In 2010, after receiving $12 million in funding from venture capital investors, Laplanche developed LendingClub into a full-scale person-to-person lending company. By June 2012, the company had raised $100 million in venture capital. LendingClub completed its IPO on December 10, 2014. The stock price increased 56% on its first day of trading.

In May 2016, following an internal review which found a violation of the company's business practices, Laplanche resigned from LendingClub. The US Securities and Exchange Commission (SEC) investigated LendingClub and claimed that LendingClub, while Laplanche was acting as CEO, directed an outside investment advisory firm to buy LendingClub loans that were at risk of going unfunded. In 2018, LendingClub and Laplanche settled the matter in an administrative proceeding with the SEC, without admitting or denying the findings. In August 2016, he co-founded Upgrade, Inc.

===Upgrade===

In August 2016, Laplanche along with other former Lending Club executives started the fintech company, Upgrade, Inc. The company provides credit and mobile banking products. Upgrade raised over $122 million in venture capital from several investors.

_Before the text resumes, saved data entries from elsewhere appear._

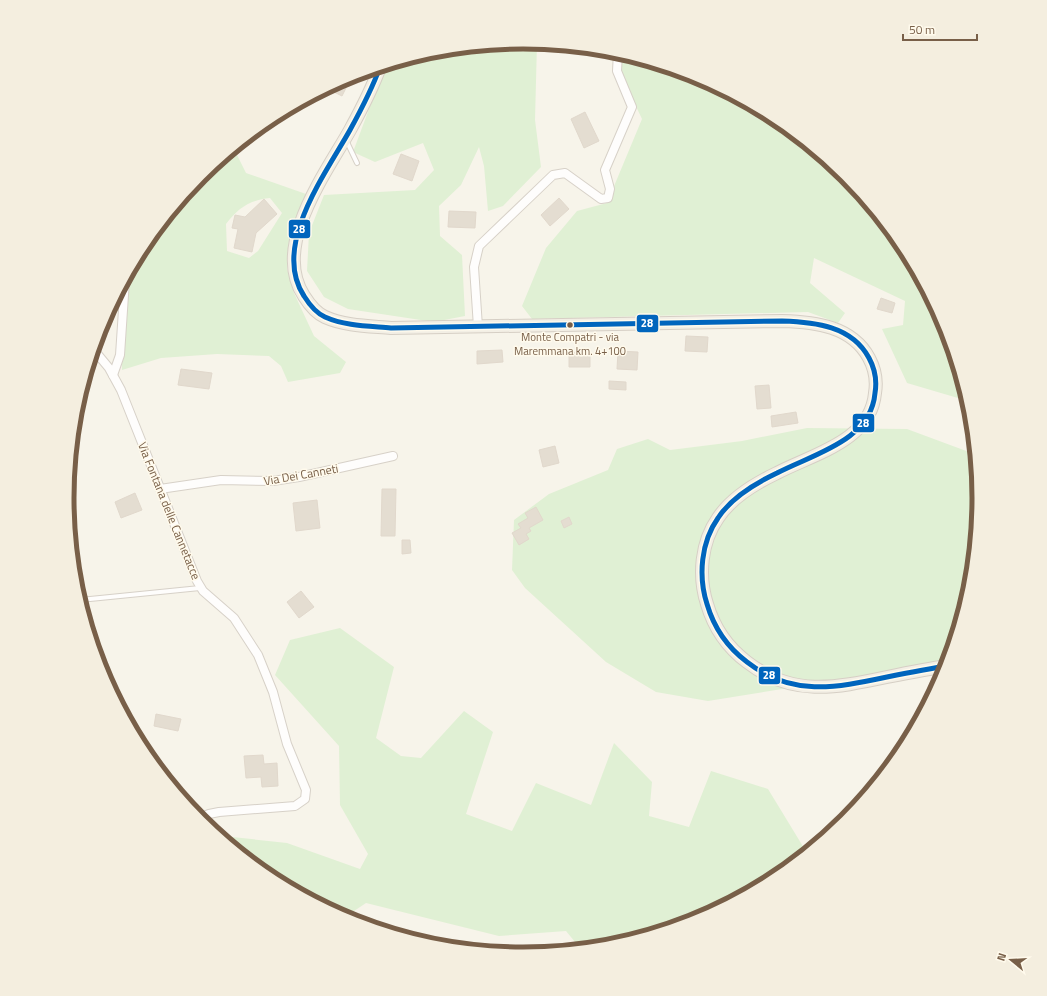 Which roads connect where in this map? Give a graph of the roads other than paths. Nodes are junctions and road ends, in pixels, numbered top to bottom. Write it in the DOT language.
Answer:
graph roads {
  1 [pos="618,59"];
  2 [pos="377,74"];
  3 [pos="345,138"];
  4 [pos="357,164"];
  5 [pos="124,293"];
  6 [pos="478,327"];
  7 [pos="98,355"];
  8 [pos="113,375"];
  9 [pos="393,456"];
  10 [pos="160,489"];
  11 [pos="201,588"];
  12 [pos="86,599"];
  13 [pos="939,668"];
  14 [pos="206,815"];
  1 -- 6 [label="street"];
  2 -- 3 [label="main road"];
  3 -- 4 [label="lane"];
  3 -- 6 [label="main road"];
  5 -- 8 [label="street"];
  6 -- 13 [label="main road"];
  7 -- 8 [label="street, Via Fontana delle Cannetacce"];
  8 -- 10 [label="street, Via Fontana delle Cannetacce"];
  9 -- 10 [label="street, Via Dei Canneti"];
  10 -- 11 [label="street, Via Fontana delle Cannetacce"];
  11 -- 12 [label="lane"];
  11 -- 14 [label="street, Via Fontana delle Cannetacce"];
}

In November 2021, Upgrade grew 83% in valuation over four months to $6.28 billion after raising $280 million in a Series F funding round led by Coatue Management and DST Global.

In October 2025, CNBC and others reported that Upgrade had raised $165 million in new equity.

==Recognition==
Laplanche was named Entrepreneur of the Year at the 2012 BFM Awards. He was the winner of HEC Entrepreneur of the Year award in 2002 and again in 2014. and is a member of the Young Presidents' Organization. In 2013 he received an Ernst & Young Entrepreneur of the Year award for the Northern California region and was a national finalist.

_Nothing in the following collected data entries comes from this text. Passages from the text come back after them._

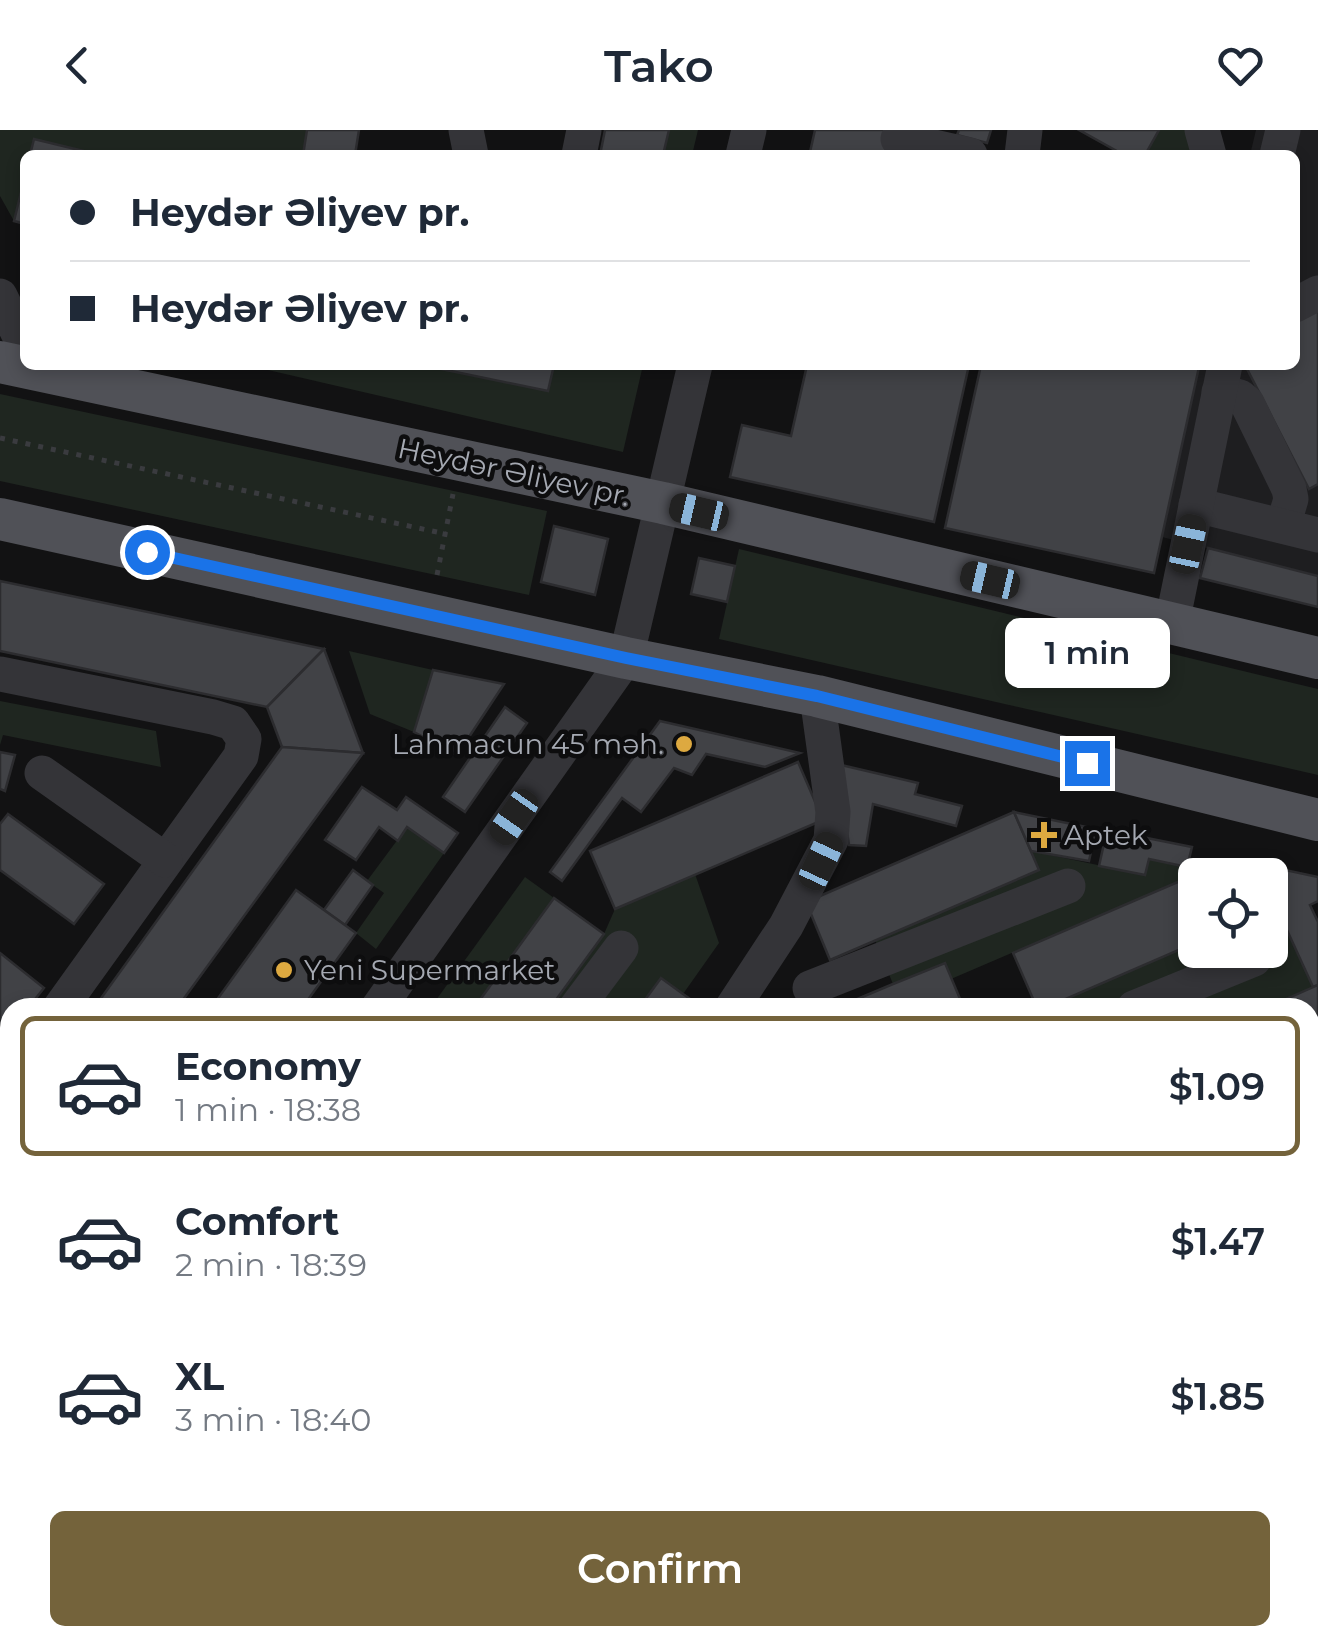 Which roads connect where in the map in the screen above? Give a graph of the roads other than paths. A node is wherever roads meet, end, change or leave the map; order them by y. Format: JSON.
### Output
{"nodes":[{"id":1,"x":897,"y":141,"type":"edge"},
{"id":2,"x":944,"y":150,"type":"edge"},
{"id":3,"x":1,"y":300,"type":"edge"},
{"id":4,"x":20,"y":350,"type":"edge"},
{"id":5,"x":64,"y":370,"type":"edge"},
{"id":6,"x":694,"y":370,"type":"edge"},
{"id":7,"x":1222,"y":379,"type":"edge"},
{"id":8,"x":662,"y":503,"type":"junction"},
{"id":9,"x":1196,"y":504,"type":"junction"},
{"id":10,"x":0,"y":520,"type":"edge"},
{"id":11,"x":1282,"y":526,"type":"junction"},
{"id":12,"x":1318,"y":535,"type":"edge"},
{"id":13,"x":1172,"y":623,"type":"junction"},
{"id":14,"x":626,"y":658,"type":"junction"},
{"id":15,"x":1318,"y":658,"type":"edge"},
{"id":16,"x":0,"y":674,"type":"edge"},
{"id":17,"x":817,"y":696,"type":"junction"},
{"id":18,"x":42,"y":773,"type":"dead end"},
{"id":19,"x":1318,"y":820,"type":"edge"},
{"id":20,"x":165,"y":860,"type":"junction"},
{"id":21,"x":1068,"y":886,"type":"dead end"},
{"id":22,"x":786,"y":926,"type":"junction"},
{"id":23,"x":621,"y":948,"type":"dead end"},
{"id":24,"x":1242,"y":968,"type":"edge"},
{"id":25,"x":1210,"y":993,"type":"edge"},
{"id":26,"x":67,"y":998,"type":"edge"},
{"id":27,"x":385,"y":998,"type":"edge"},
{"id":28,"x":584,"y":998,"type":"edge"},
{"id":29,"x":739,"y":998,"type":"edge"},
{"id":30,"x":814,"y":998,"type":"edge"},
{"id":31,"x":1185,"y":998,"type":"edge"}],
"edges":[{"from":1,"to":2,"type":"street"},
{"from":3,"to":4,"type":"street"},
{"from":5,"to":8,"type":"main road","name":"Heydər Əliyev pr."},
{"from":6,"to":8,"type":"street"},
{"from":7,"to":9,"type":"street"},
{"from":7,"to":11,"type":"street"},
{"from":8,"to":13,"type":"main road","name":"Heydər Əliyev pr."},
{"from":8,"to":14,"type":"street"},
{"from":9,"to":11,"type":"street"},
{"from":9,"to":13,"type":"street"},
{"from":10,"to":14,"type":"main road"},
{"from":11,"to":12,"type":"street"},
{"from":13,"to":15,"type":"main road","name":"Heydər Əliyev pr."},
{"from":14,"to":17,"type":"main road"},
{"from":14,"to":27,"type":"street"},
{"from":16,"to":20,"type":"street"},
{"from":17,"to":19,"type":"main road"},
{"from":17,"to":22,"type":"street"},
{"from":18,"to":20,"type":"street"},
{"from":20,"to":26,"type":"street"},
{"from":21,"to":30,"type":"street"},
{"from":22,"to":29,"type":"street"},
{"from":22,"to":30,"type":"street"},
{"from":23,"to":28,"type":"street"},
{"from":24,"to":25,"type":"street"},
{"from":25,"to":31,"type":"street"}]}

In 2014, Laplanche won the 2014 Economist Innovation Award in the consumer products category for pioneering peer-to-peer consumer lending and was named the best startup CEO to work for by Business Insider. Laplanche was also recognized by the Clinton Global Initiative for expanding access to affordable credit, and on Bloomberg Markets’ Most Influential List, an annual ranking of the World’s top 50 most influential leaders across technology, finance, and politics. Laplanche was honored in the 2016 Tribeca Disruptive Innovation Awards for building the world’s largest online marketplace connecting borrowers and investors.

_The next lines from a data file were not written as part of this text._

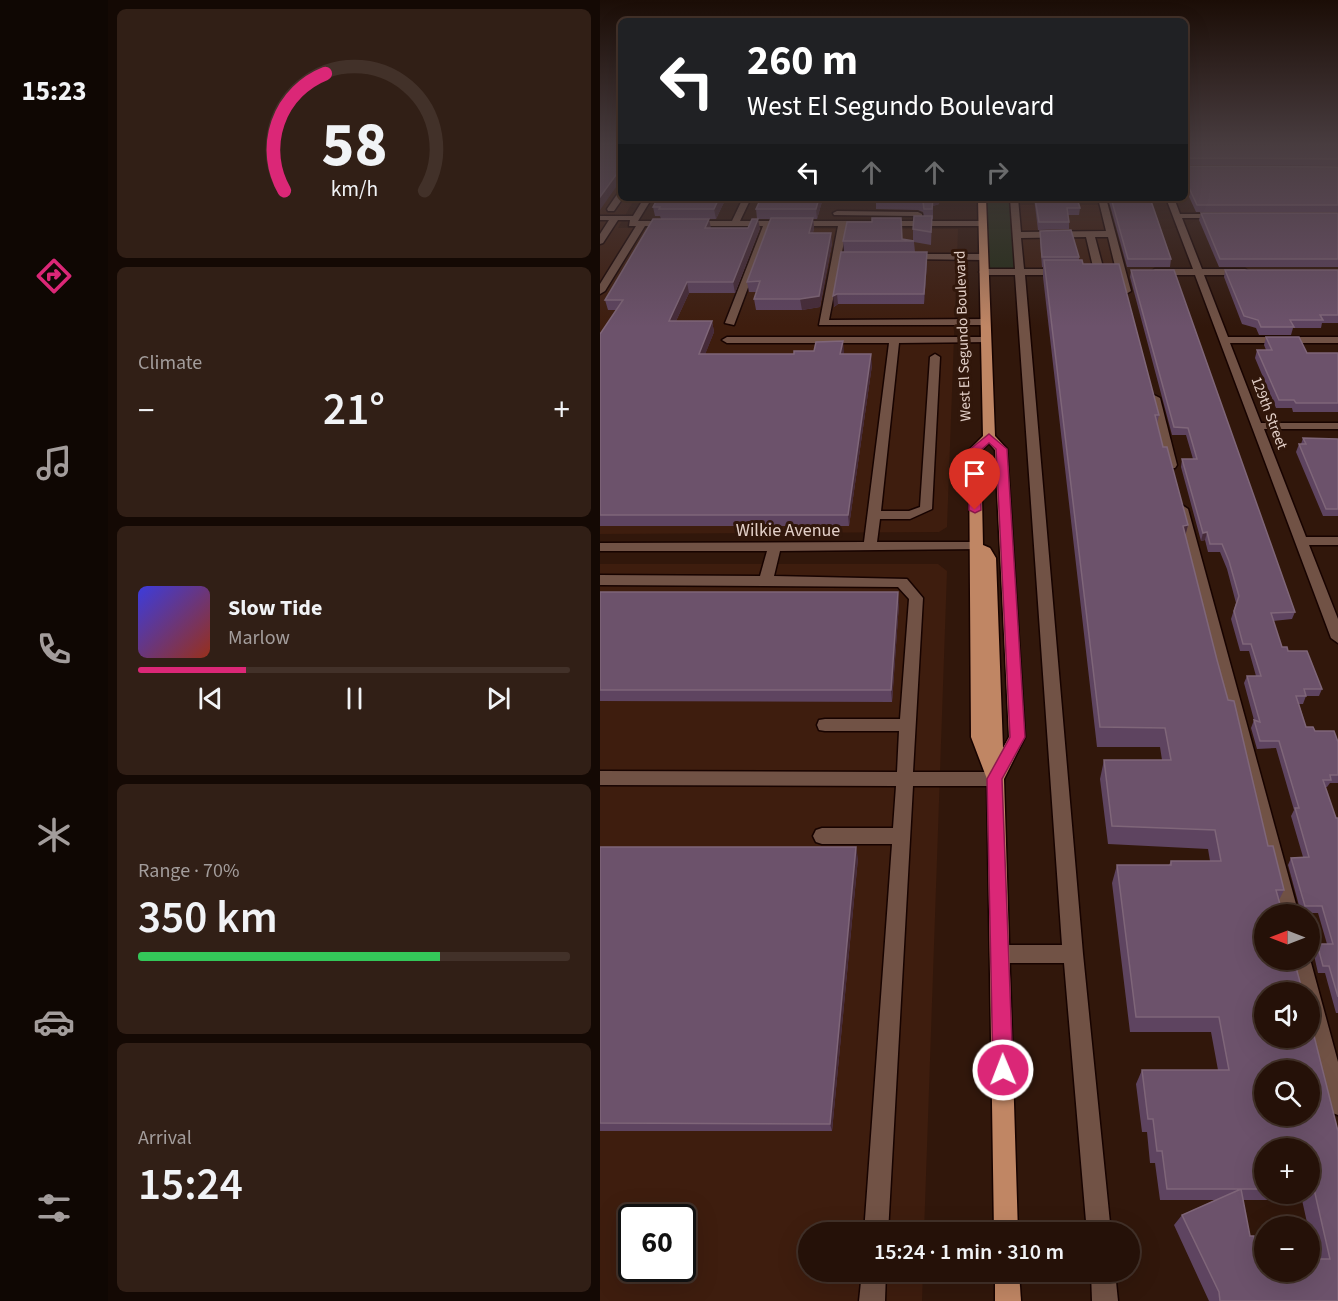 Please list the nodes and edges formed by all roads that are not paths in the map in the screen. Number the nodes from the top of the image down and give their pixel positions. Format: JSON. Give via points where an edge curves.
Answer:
{"nodes":[{"id":1,"x":617,"y":205,"type":"edge"},
{"id":2,"x":645,"y":205,"type":"edge"},
{"id":3,"x":744,"y":205,"type":"edge"},
{"id":4,"x":982,"y":205,"type":"edge"},
{"id":5,"x":1014,"y":205,"type":"edge"},
{"id":6,"x":1104,"y":205,"type":"edge"},
{"id":7,"x":1173,"y":205,"type":"edge"},
{"id":8,"x":613,"y":213,"type":"junction"},
{"id":9,"x":1178,"y":216,"type":"junction"},
{"id":10,"x":1235,"y":216,"type":"edge"},
{"id":11,"x":600,"y":218,"type":"edge"},
{"id":12,"x":637,"y":222,"type":"junction"},
{"id":13,"x":908,"y":223,"type":"junction"},
{"id":14,"x":918,"y":223,"type":"junction"},
{"id":15,"x":982,"y":223,"type":"junction"},
{"id":16,"x":735,"y":224,"type":"junction"},
{"id":17,"x":768,"y":224,"type":"junction"},
{"id":18,"x":838,"y":224,"type":"junction"},
{"id":19,"x":907,"y":234,"type":"dead end"},
{"id":20,"x":1090,"y":234,"type":"junction"},
{"id":21,"x":1111,"y":234,"type":"junction"},
{"id":22,"x":1016,"y":235,"type":"junction"},
{"id":23,"x":600,"y":241,"type":"edge"},
{"id":24,"x":907,"y":246,"type":"edge"},
{"id":25,"x":983,"y":252,"type":"junction"},
{"id":26,"x":836,"y":257,"type":"junction"},
{"id":27,"x":848,"y":257,"type":"edge"},
{"id":28,"x":895,"y":257,"type":"edge"},
{"id":29,"x":1078,"y":271,"type":"edge"},
{"id":30,"x":984,"y":272,"type":"junction"},
{"id":31,"x":1018,"y":272,"type":"junction"},
{"id":32,"x":1126,"y":272,"type":"junction"},
{"id":33,"x":1143,"y":272,"type":"edge"},
{"id":34,"x":1200,"y":272,"type":"junction"},
{"id":35,"x":1257,"y":272,"type":"edge"},
{"id":36,"x":600,"y":291,"type":"edge"},
{"id":37,"x":1130,"y":306,"type":"edge"},
{"id":38,"x":985,"y":322,"type":"junction"},
{"id":39,"x":730,"y":323,"type":"dead end"},
{"id":40,"x":727,"y":340,"type":"dead end"},
{"id":41,"x":894,"y":340,"type":"junction"},
{"id":42,"x":986,"y":340,"type":"junction"},
{"id":43,"x":1225,"y":340,"type":"junction"},
{"id":44,"x":1338,"y":340,"type":"edge"},
{"id":45,"x":935,"y":357,"type":"dead end"},
{"id":46,"x":1150,"y":387,"type":"edge"},
{"id":47,"x":1258,"y":426,"type":"junction"},
{"id":48,"x":1338,"y":426,"type":"edge"},
{"id":49,"x":989,"y":437,"type":"junction"},
{"id":50,"x":874,"y":515,"type":"junction"},
{"id":51,"x":1301,"y":541,"type":"junction"},
{"id":52,"x":1338,"y":541,"type":"edge"},
{"id":53,"x":975,"y":546,"type":"junction"},
{"id":54,"x":600,"y":547,"type":"edge"},
{"id":55,"x":870,"y":547,"type":"junction"},
{"id":56,"x":774,"y":548,"type":"junction"},
{"id":57,"x":600,"y":580,"type":"edge"},
{"id":58,"x":766,"y":581,"type":"junction"},
{"id":59,"x":1338,"y":638,"type":"edge"},
{"id":60,"x":825,"y":725,"type":"dead end"},
{"id":61,"x":908,"y":725,"type":"junction"},
{"id":62,"x":600,"y":778,"type":"edge"},
{"id":63,"x":905,"y":778,"type":"junction"},
{"id":64,"x":995,"y":779,"type":"junction"},
{"id":65,"x":822,"y":836,"type":"dead end"},
{"id":66,"x":901,"y":836,"type":"junction"},
{"id":67,"x":1286,"y":904,"type":"edge"},
{"id":68,"x":1000,"y":954,"type":"junction"},
{"id":69,"x":1072,"y":954,"type":"junction"},
{"id":70,"x":1320,"y":1036,"type":"edge"},
{"id":71,"x":1338,"y":1104,"type":"edge"},
{"id":72,"x":877,"y":1222,"type":"edge"},
{"id":73,"x":1006,"y":1222,"type":"edge"},
{"id":74,"x":1098,"y":1222,"type":"edge"},
{"id":75,"x":873,"y":1282,"type":"edge"},
{"id":76,"x":1007,"y":1282,"type":"edge"},
{"id":77,"x":1104,"y":1282,"type":"edge"},
{"id":78,"x":872,"y":1301,"type":"edge"},
{"id":79,"x":1008,"y":1301,"type":"edge"},
{"id":80,"x":1105,"y":1301,"type":"edge"}],
"edges":[{"from":1,"to":8,"type":"street"},
{"from":2,"to":12,"type":"street"},
{"from":3,"to":16,"type":"street"},
{"from":4,"to":15,"type":"main road","name":"West El Segundo Boulevard"},
{"from":5,"to":22,"type":"street"},
{"from":6,"to":21,"type":"street"},
{"from":7,"to":9,"type":"street","name":"129th Street"},
{"from":8,"to":11,"type":"street"},
{"from":8,"to":12,"type":"street"},
{"from":8,"to":23,"type":"street"},
{"from":9,"to":10,"type":"street"},
{"from":9,"to":34,"type":"street","name":"129th Street"},
{"from":12,"to":16,"type":"street"},
{"from":12,"to":36,"type":"street"},
{"from":13,"to":14,"type":"street"},
{"from":13,"to":18,"type":"street"},
{"from":13,"to":19,"type":"street"},
{"from":14,"to":15,"type":"street"},
{"from":14,"to":18,"type":"street","via":[[918,214],[838,209]]},
{"from":15,"to":25,"type":"main road","name":"West El Segundo Boulevard"},
{"from":16,"to":17,"type":"street"},
{"from":17,"to":18,"type":"street"},
{"from":17,"to":39,"type":"street"},
{"from":18,"to":26,"type":"street"},
{"from":20,"to":21,"type":"street"},
{"from":20,"to":22,"type":"street"},
{"from":20,"to":32,"type":"street","via":[[1094,271]]},
{"from":21,"to":32,"type":"street"},
{"from":22,"to":31,"type":"street"},
{"from":24,"to":25,"type":"street"},
{"from":25,"to":28,"type":"street"},
{"from":25,"to":30,"type":"main road","name":"West El Segundo Boulevard"},
{"from":26,"to":27,"type":"street"},
{"from":26,"to":38,"type":"street","via":[[823,324]]},
{"from":29,"to":31,"type":"street"},
{"from":30,"to":31,"type":"street"},
{"from":30,"to":38,"type":"main road","name":"West El Segundo Boulevard"},
{"from":31,"to":69,"type":"street"},
{"from":32,"to":37,"type":"street"},
{"from":33,"to":34,"type":"street"},
{"from":34,"to":35,"type":"street"},
{"from":34,"to":43,"type":"street","name":"129th Street"},
{"from":38,"to":42,"type":"main road","name":"West El Segundo Boulevard"},
{"from":40,"to":41,"type":"street"},
{"from":41,"to":42,"type":"street"},
{"from":41,"to":50,"type":"street"},
{"from":42,"to":49,"type":"main road","name":"West El Segundo Boulevard"},
{"from":43,"to":44,"type":"street"},
{"from":43,"to":47,"type":"street","name":"129th Street"},
{"from":45,"to":50,"type":"street","via":[[926,509],[910,515]]},
{"from":46,"to":67,"type":"street"},
{"from":47,"to":48,"type":"street"},
{"from":47,"to":51,"type":"street","name":"129th Street"},
{"from":49,"to":53,"type":"main road","name":"West El Segundo Boulevard","via":[[975,450]]},
{"from":49,"to":64,"type":"main road","name":"West El Segundo Boulevard","via":[[1001,449],[1017,737]]},
{"from":50,"to":55,"type":"street"},
{"from":51,"to":52,"type":"street"},
{"from":51,"to":59,"type":"street","name":"129th Street"},
{"from":53,"to":55,"type":"street","name":"Wilkie Avenue"},
{"from":53,"to":64,"type":"main road","name":"West El Segundo Boulevard","via":[[979,737]]},
{"from":54,"to":56,"type":"street","name":"Wilkie Avenue"},
{"from":55,"to":56,"type":"street","name":"Wilkie Avenue"},
{"from":56,"to":58,"type":"street"},
{"from":57,"to":58,"type":"street"},
{"from":58,"to":61,"type":"street","via":[[902,582],[916,598]]},
{"from":60,"to":61,"type":"street"},
{"from":61,"to":63,"type":"street"},
{"from":62,"to":63,"type":"street"},
{"from":63,"to":64,"type":"street"},
{"from":63,"to":66,"type":"street"},
{"from":64,"to":68,"type":"main road","name":"West El Segundo Boulevard"},
{"from":65,"to":66,"type":"street"},
{"from":66,"to":72,"type":"street"},
{"from":68,"to":69,"type":"street"},
{"from":68,"to":73,"type":"main road","name":"West El Segundo Boulevard"},
{"from":69,"to":74,"type":"street"},
{"from":70,"to":71,"type":"street"},
{"from":75,"to":78,"type":"street"},
{"from":76,"to":79,"type":"main road"},
{"from":77,"to":80,"type":"street"}]}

In September 2020, Laplanche was named Fintech Executive of the Year by Finovate.

==Personal life==
Since April 2015, Laplanche and co-skipper Ryan Breymaier have held the speed record for sailing from Newport, Rhode Island to Bermuda in 23 hours, 9 minutes, and 52 seconds at the average speed of 27 knots. Between April 1 and September 22, 2015, Laplanche and the crew of the Lending Club 2, a 105-ft maxi-trimaran, held the speed record for sailing from Cowes to Dinard across the English Channel. Between July 15, 2015, and May 17, 2017, Laplanche also held the Transpac record between Long Beach, CA and the Diamond Head lighthouse in Oahu, Hawaii with 3 days, 8 hours, and 9 seconds.